The way it works, they put everyone who happens to be there at the same time into a big group until there are about thirty people. Then they split you into teams and a referee establishes what game you are going to play and enforces rules. The games were basic — capture the flag, shoot everyone until there is no one left standing, defend the fort.

I imagine we all had similar inner fantasies on the way out. My son plays a lot of first-person shooter games on Xbox with his friends, and I am into them a bit too. So we were pretty much all imagining ourselves as awesome little soldier-dudes.

The reality slapped me in the face immediately. We got split up into teams and the game began. I snuck through the woods, my sights on this enemy fellow crouching behind a tree. I popped out from behind my tree to shoot. The moment I revealed myself, I got hit. Game over. I was the first casualty.

What’s worse, as I walked back to the staging area where the dead people wait, I realized I had no clue where the shot that did me in had come from. None.

The game finally ended, and we were briefed on the next game. We basically switched sides, with one team uphill and the other downhill. The ref called “go.” We started playing. I snuck forward toward a woodpile. This time I would be cagey, and be a bit more careful of my surroundings.

Again, I got shot quickly. Again, I had no idea where it came from.

Over the course of the day, I improved and I stopped being the first to go. But one element was constant: I never knew where the shot that took me out came from.

This morning, as I was talking to friends about life in general, I realized that my paintball excursion (which I enjoyed immensely and which I plan to repeat) taught me a very important lesson:

You never know what direction challenges will come from.
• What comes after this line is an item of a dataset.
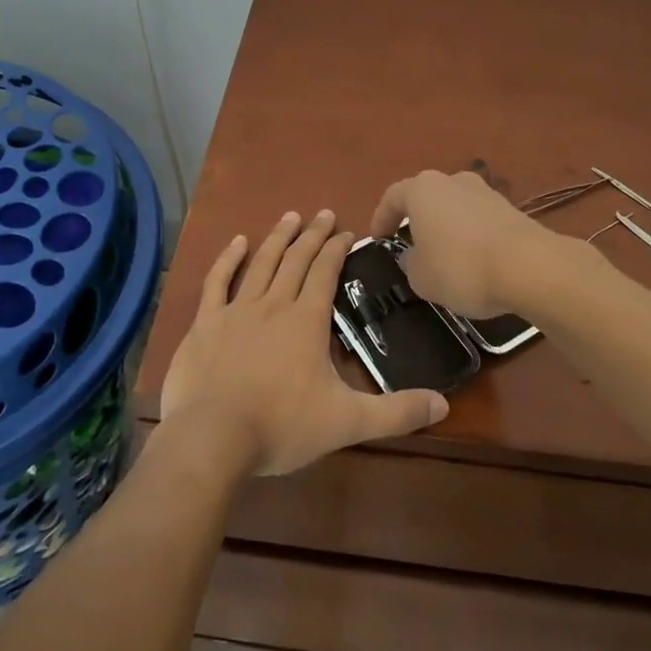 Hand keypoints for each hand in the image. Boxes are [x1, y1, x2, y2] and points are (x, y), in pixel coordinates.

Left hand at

In most cases out on the paintball field, there was some threat (or target) I was focusing on, and the killer shot came from some other place. I was totally blindsided. Over and over.

Try as we might to prepare, the unexpected will present itself to us, and we will have to deal with it. On the paintball field, it means a walk back to the staging area. In life, it means a chance to respond with grace to something new.

The quality I need to cultivate in myself is not so much strength to withstand an onslaught, or even a more sensitive internal radar. Because there is always a better shot, and the paintball with my name on it will always come from where I am not looking.

No, the quality I need to cultivate is grace in response.

That is what is going to serve me best, as life continues to present surprises.